The descent of the Chinese space laboratory, Tiangong-1 (Celestial Palace 1), is not expected to cause any damage but should offer a display similar to a meteor shower, if those responsible for the errant object are to be believed.
 
The European Space Agency estimates that the out-of-control space station will re-enter the Earth's atmosphere between Sunday night and Monday night.

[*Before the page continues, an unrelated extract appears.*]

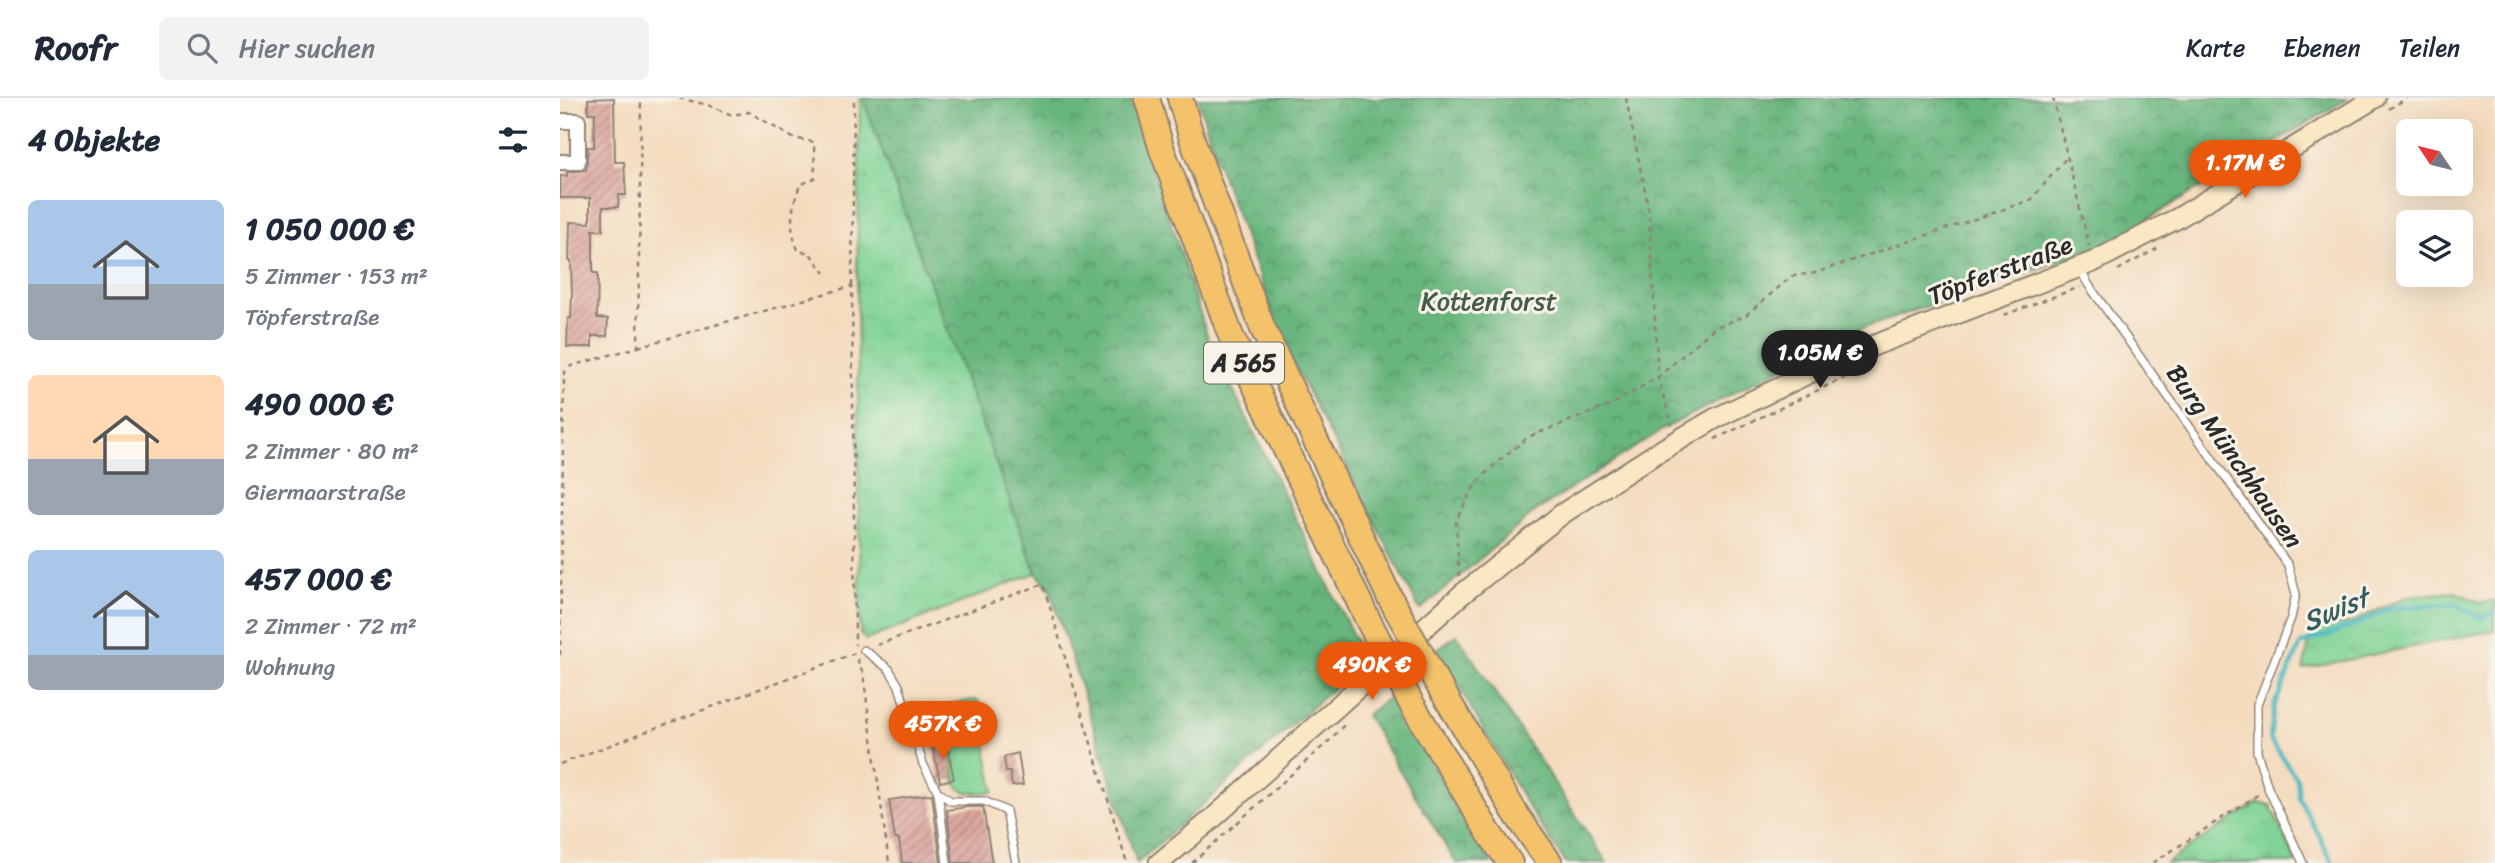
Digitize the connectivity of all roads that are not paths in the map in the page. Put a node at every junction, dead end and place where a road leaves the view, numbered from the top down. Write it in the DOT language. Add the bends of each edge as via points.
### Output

The vast potential area along which any debris will fall, includes northern Portugal.
 
In a statement released on Saturday, the agency explained that the speed of the Tiangong-1 has decreased due to “quieter space weather,” but uncertainty persists as to where the eventual space station will end up.
 
"People do not have to worry," assured the Chinese Department of Manned Space Engineering on the WeChat social network.
 
Spaceships of this type "do not fall on Earth violently as in science fiction films," wrote the department representative, adding that, “The probability of a person being hit by a space object of more than 200 grams is one in 700 million.”
 
Cylindrical, 10.4 meters long by 3.4 meters in diameter and with two, seven metre solar panels, the Chinese space station weighs 7.5 tons.
 
On March 21, 2016, Chinese authorities informed the United Nations that they had lost control of Tiangong-1. Until that point, the Tiangong-1’s thrusters were regularly fired up to maintain the space station's altitude at  between 330 kilometres and 400 kilometres above the earth. 
 
China has been downplaying safety concerns and has tried to persuade an increasingly nervous public that the re-entry will be "a magnificent spectacle."
 
See the source image
 
 
 
UPDATE
The space station re-entered Earth’s atmosphere at about 5:16 p.m. Pacific time on Sunday, scattering its remaining pieces over the southern Pacific Ocean, according to the United States’ Joint Force Space Component Command.
 
The destructioin of Tiangong-1 became clear when radar stations no longer detected it passing overhead. There were no reports of damage or injuries.